PROBLEM TO WORK ON
Below is a block of records; reproduce all of them exactly and leave out any pictures.
╭─ PROVIDED DATA
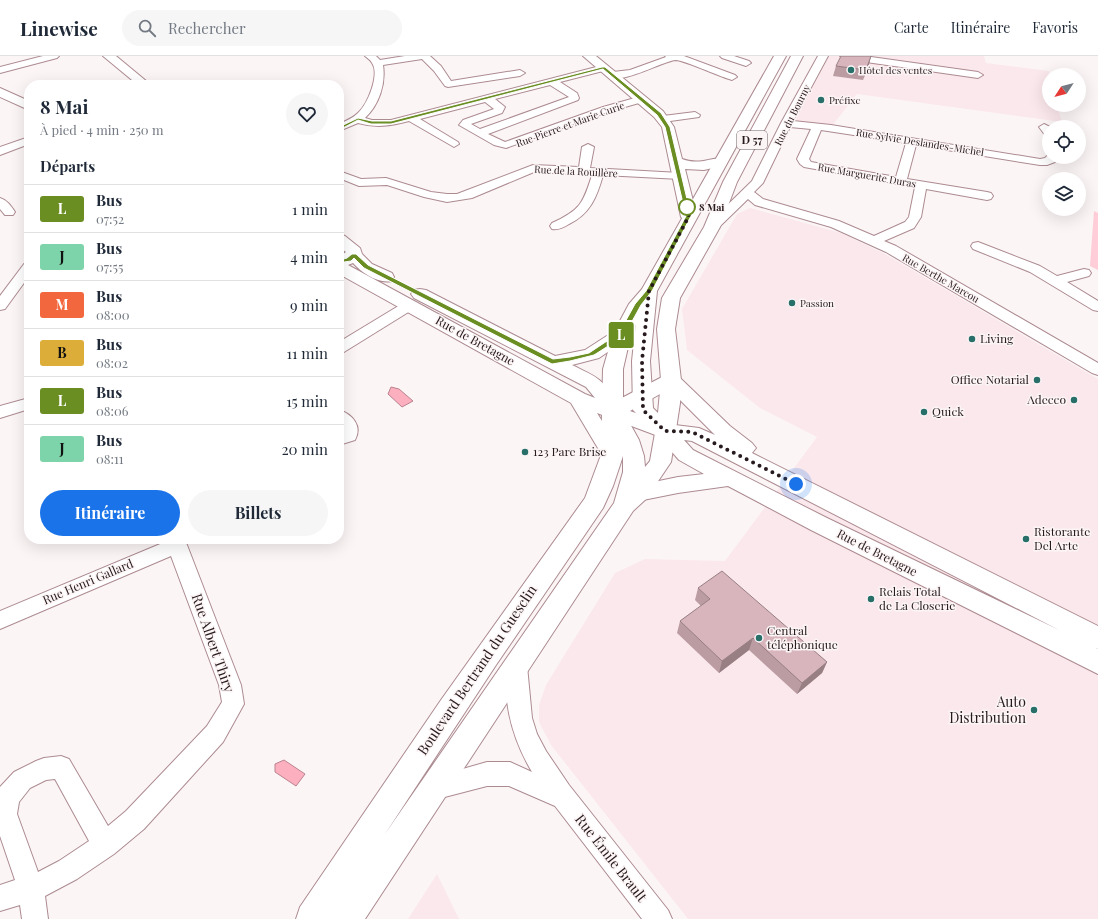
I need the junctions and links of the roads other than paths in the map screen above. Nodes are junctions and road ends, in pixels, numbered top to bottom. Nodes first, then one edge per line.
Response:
1 (54, 56) edge
2 (109, 56) edge
3 (370, 56) edge
4 (423, 56) edge
5 (589, 56) edge
6 (675, 56) edge
7 (725, 56) edge
8 (780, 56) edge
9 (797, 56) edge
10 (823, 56) edge
11 (845, 56) edge
12 (378, 63) junction
13 (746, 63) dead end
14 (0, 70) edge
15 (609, 72) junction
16 (520, 73) dead end
17 (978, 75) dead end
18 (732, 77) dead end
19 (139, 80) edge
20 (551, 81) junction
21 (0, 92) edge
22 (486, 98) junction
23 (642, 99) junction
24 (24, 104) edge
25 (695, 116) dead end
26 (411, 118) junction
27 (358, 119) junction
28 (663, 119) junction
29 (786, 123) junction
30 (344, 126) edge
31 (817, 127) junction
32 (480, 133) junction
33 (912, 141) junction
34 (24, 142) edge
35 (454, 144) dead end
36 (588, 147) dead end
37 (0, 152) edge
38 (720, 162) junction
39 (1042, 162) edge
40 (678, 169) junction
41 (584, 170) junction
42 (599, 171) junction
43 (344, 176) edge
44 (901, 181) junction
45 (921, 184) junction
46 (748, 193) junction
47 (987, 196) dead end
48 (0, 202) edge
49 (735, 206) junction
50 (774, 207) junction
51 (9, 212) dead end
52 (689, 216) junction
53 (556, 226) dead end
54 (712, 227) junction
55 (874, 241) junction
56 (344, 243) edge
57 (978, 246) dead end
58 (347, 258) edge
59 (344, 270) edge
60 (1084, 273) dead end
61 (24, 274) edge
62 (1056, 281) junction
63 (649, 291) junction
64 (410, 305) junction
65 (0, 306) edge
66 (1098, 307) edge
67 (622, 334) junction
68 (344, 346) edge
69 (552, 362) junction
70 (1098, 370) edge
71 (670, 380) junction
72 (643, 395) junction
73 (578, 398) junction
74 (24, 405) edge
75 (0, 412) edge
76 (613, 412) junction
77 (344, 420) edge
78 (665, 431) junction
79 (344, 438) edge
80 (612, 455) junction
81 (730, 478) junction
82 (783, 478) junction
83 (631, 499) junction
84 (171, 544) edge
85 (176, 544) edge
86 (0, 620) edge
87 (1098, 638) edge
88 (1098, 662) edge
89 (516, 666) junction
90 (433, 788) junction
91 (564, 797) junction
92 (105, 845) junction
93 (31, 889) junction
94 (0, 898) edge
95 (35, 919) edge
96 (312, 919) edge
97 (346, 919) edge
98 (659, 919) edge

1 - 14 street
2 - 19 main road
3 - 12 street
4 - 12 street
4 - 16 street
5 - 15 main road
6 - 15 street
6 - 18 street
7 - 13 street
8 - 38 main road, D 57
9 - 54 main road, D 57
10 - 29 street, Rue du Bourny
11 - 17 street
12 - 27 street
15 - 20 street
15 - 23 main road
20 - 22 street
20 - 32 street
21 - 24 main road
22 - 26 street
22 - 32 street, Rue Pierre et Marie Curie
23 - 28 main road
23 - 32 street, Rue Pierre et Marie Curie
25 - 28 street
26 - 27 street
26 - 35 street
27 - 30 street
28 - 40 main road
29 - 31 street, Rue Sylvie Deslandes-Michel
29 - 46 street, Rue du Bourny
31 - 33 street, Rue Sylvie Deslandes-Michel
31 - 44 street, Rue Marguerite Duras
33 - 39 street, Rue Sylvie Deslandes-Michel
33 - 44 street
34 - 37 street
36 - 41 street
38 - 40 main road
38 - 52 main road, D 57
40 - 42 street, Rue de la Rouillère
40 - 52 main road
41 - 42 street, Rue de la Rouillère
41 - 43 street, Rue de la Rouillère
42 - 53 street
44 - 45 street, Rue Marguerite Duras
45 - 47 street, Rue Marguerite Duras
45 - 55 street, Rue Marguerite Duras
46 - 49 street, Rue du Bourny
46 - 50 street, Rue Berthe Marcou
48 - 51 street
49 - 50 street, Rue Berthe Marcou
49 - 54 street, Rue du Bourny
50 - 55 street, Rue Berthe Marcou
52 - 63 main road, D 57
54 - 71 main road, D 57
55 - 70 street, Rue Berthe Marcou
56 - 58 main road, Rue de Bretagne
57 - 62 street
58 - 69 main road, Rue de Bretagne
59 - 64 main road, Rue de Bretagne
60 - 62 street
61 - 65 street
62 - 66 street
63 - 67 main road, D 57
63 - 72 main road
64 - 68 street
64 - 73 main road, Rue de Bretagne
67 - 69 main road
67 - 76 main road, D 57
69 - 76 main road, Rue de Bretagne
71 - 72 main road
71 - 78 main road, D 57
71 - 82 main road
72 - 76 main road
72 - 78 main road
73 - 76 main road, Rue de Bretagne
73 - 80 main road
74 - 75 street
76 - 78 main road, Rue de Bretagne
76 - 80 main road, Boulevard Bertrand du Guesclin
76 - 83 main road
77 - 79 street
78 - 81 main road, Rue de Bretagne
78 - 82 main road, Rue de Bretagne
78 - 83 main road
80 - 96 main road, Boulevard Bertrand du Guesclin
81 - 83 main road
81 - 88 main road, Rue de Bretagne
82 - 87 main road, Rue de Bretagne
83 - 89 main road
84 - 86 street, Rue Henri Gallard
85 - 92 street, Rue Albert Thiry
89 - 90 main road
89 - 91 street, Rue Émile Brault
90 - 91 street, Rue Émile Brault
90 - 97 main road
91 - 98 street, Rue Émile Brault
92 - 93 street, Rue Albert Thiry
92 - 93 street
93 - 94 street, Rue Albert Thiry
93 - 95 street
╰─
RESULT
I need the junctions and links of the roads other than paths in the map screen above. Nodes are junctions and road ends, in pixels, numbered top to bottom. Nodes first, then one edge per line.
Response:
1 (54, 56) edge
2 (109, 56) edge
3 (370, 56) edge
4 (423, 56) edge
5 (589, 56) edge
6 (675, 56) edge
7 (725, 56) edge
8 (780, 56) edge
9 (797, 56) edge
10 (823, 56) edge
11 (845, 56) edge
12 (378, 63) junction
13 (746, 63) dead end
14 (0, 70) edge
15 (609, 72) junction
16 (520, 73) dead end
17 (978, 75) dead end
18 (732, 77) dead end
19 (139, 80) edge
20 (551, 81) junction
21 (0, 92) edge
22 (486, 98) junction
23 (642, 99) junction
24 (24, 104) edge
25 (695, 116) dead end
26 (411, 118) junction
27 (358, 119) junction
28 (663, 119) junction
29 (786, 123) junction
30 (344, 126) edge
31 (817, 127) junction
32 (480, 133) junction
33 (912, 141) junction
34 (24, 142) edge
35 (454, 144) dead end
36 (588, 147) dead end
37 (0, 152) edge
38 (720, 162) junction
39 (1042, 162) edge
40 (678, 169) junction
41 (584, 170) junction
42 (599, 171) junction
43 (344, 176) edge
44 (901, 181) junction
45 (921, 184) junction
46 (748, 193) junction
47 (987, 196) dead end
48 (0, 202) edge
49 (735, 206) junction
50 (774, 207) junction
51 (9, 212) dead end
52 (689, 216) junction
53 (556, 226) dead end
54 (712, 227) junction
55 (874, 241) junction
56 (344, 243) edge
57 (978, 246) dead end
58 (347, 258) edge
59 (344, 270) edge
60 (1084, 273) dead end
61 (24, 274) edge
62 (1056, 281) junction
63 (649, 291) junction
64 (410, 305) junction
65 (0, 306) edge
66 (1098, 307) edge
67 (622, 334) junction
68 (344, 346) edge
69 (552, 362) junction
70 (1098, 370) edge
71 (670, 380) junction
72 (643, 395) junction
73 (578, 398) junction
74 (24, 405) edge
75 (0, 412) edge
76 (613, 412) junction
77 (344, 420) edge
78 (665, 431) junction
79 (344, 438) edge
80 (612, 455) junction
81 (730, 478) junction
82 (783, 478) junction
83 (631, 499) junction
84 (171, 544) edge
85 (176, 544) edge
86 (0, 620) edge
87 (1098, 638) edge
88 (1098, 662) edge
89 (516, 666) junction
90 (433, 788) junction
91 (564, 797) junction
92 (105, 845) junction
93 (31, 889) junction
94 (0, 898) edge
95 (35, 919) edge
96 (312, 919) edge
97 (346, 919) edge
98 (659, 919) edge

1 - 14 street
2 - 19 main road
3 - 12 street
4 - 12 street
4 - 16 street
5 - 15 main road
6 - 15 street
6 - 18 street
7 - 13 street
8 - 38 main road, D 57
9 - 54 main road, D 57
10 - 29 street, Rue du Bourny
11 - 17 street
12 - 27 street
15 - 20 street
15 - 23 main road
20 - 22 street
20 - 32 street
21 - 24 main road
22 - 26 street
22 - 32 street, Rue Pierre et Marie Curie
23 - 28 main road
23 - 32 street, Rue Pierre et Marie Curie
25 - 28 street
26 - 27 street
26 - 35 street
27 - 30 street
28 - 40 main road
29 - 31 street, Rue Sylvie Deslandes-Michel
29 - 46 street, Rue du Bourny
31 - 33 street, Rue Sylvie Deslandes-Michel
31 - 44 street, Rue Marguerite Duras
33 - 39 street, Rue Sylvie Deslandes-Michel
33 - 44 street
34 - 37 street
36 - 41 street
38 - 40 main road
38 - 52 main road, D 57
40 - 42 street, Rue de la Rouillère
40 - 52 main road
41 - 42 street, Rue de la Rouillère
41 - 43 street, Rue de la Rouillère
42 - 53 street
44 - 45 street, Rue Marguerite Duras
45 - 47 street, Rue Marguerite Duras
45 - 55 street, Rue Marguerite Duras
46 - 49 street, Rue du Bourny
46 - 50 street, Rue Berthe Marcou
48 - 51 street
49 - 50 street, Rue Berthe Marcou
49 - 54 street, Rue du Bourny
50 - 55 street, Rue Berthe Marcou
52 - 63 main road, D 57
54 - 71 main road, D 57
55 - 70 street, Rue Berthe Marcou
56 - 58 main road, Rue de Bretagne
57 - 62 street
58 - 69 main road, Rue de Bretagne
59 - 64 main road, Rue de Bretagne
60 - 62 street
61 - 65 street
62 - 66 street
63 - 67 main road, D 57
63 - 72 main road
64 - 68 street
64 - 73 main road, Rue de Bretagne
67 - 69 main road
67 - 76 main road, D 57
69 - 76 main road, Rue de Bretagne
71 - 72 main road
71 - 78 main road, D 57
71 - 82 main road
72 - 76 main road
72 - 78 main road
73 - 76 main road, Rue de Bretagne
73 - 80 main road
74 - 75 street
76 - 78 main road, Rue de Bretagne
76 - 80 main road, Boulevard Bertrand du Guesclin
76 - 83 main road
77 - 79 street
78 - 81 main road, Rue de Bretagne
78 - 82 main road, Rue de Bretagne
78 - 83 main road
80 - 96 main road, Boulevard Bertrand du Guesclin
81 - 83 main road
81 - 88 main road, Rue de Bretagne
82 - 87 main road, Rue de Bretagne
83 - 89 main road
84 - 86 street, Rue Henri Gallard
85 - 92 street, Rue Albert Thiry
89 - 90 main road
89 - 91 street, Rue Émile Brault
90 - 91 street, Rue Émile Brault
90 - 97 main road
91 - 98 street, Rue Émile Brault
92 - 93 street, Rue Albert Thiry
92 - 93 street
93 - 94 street, Rue Albert Thiry
93 - 95 street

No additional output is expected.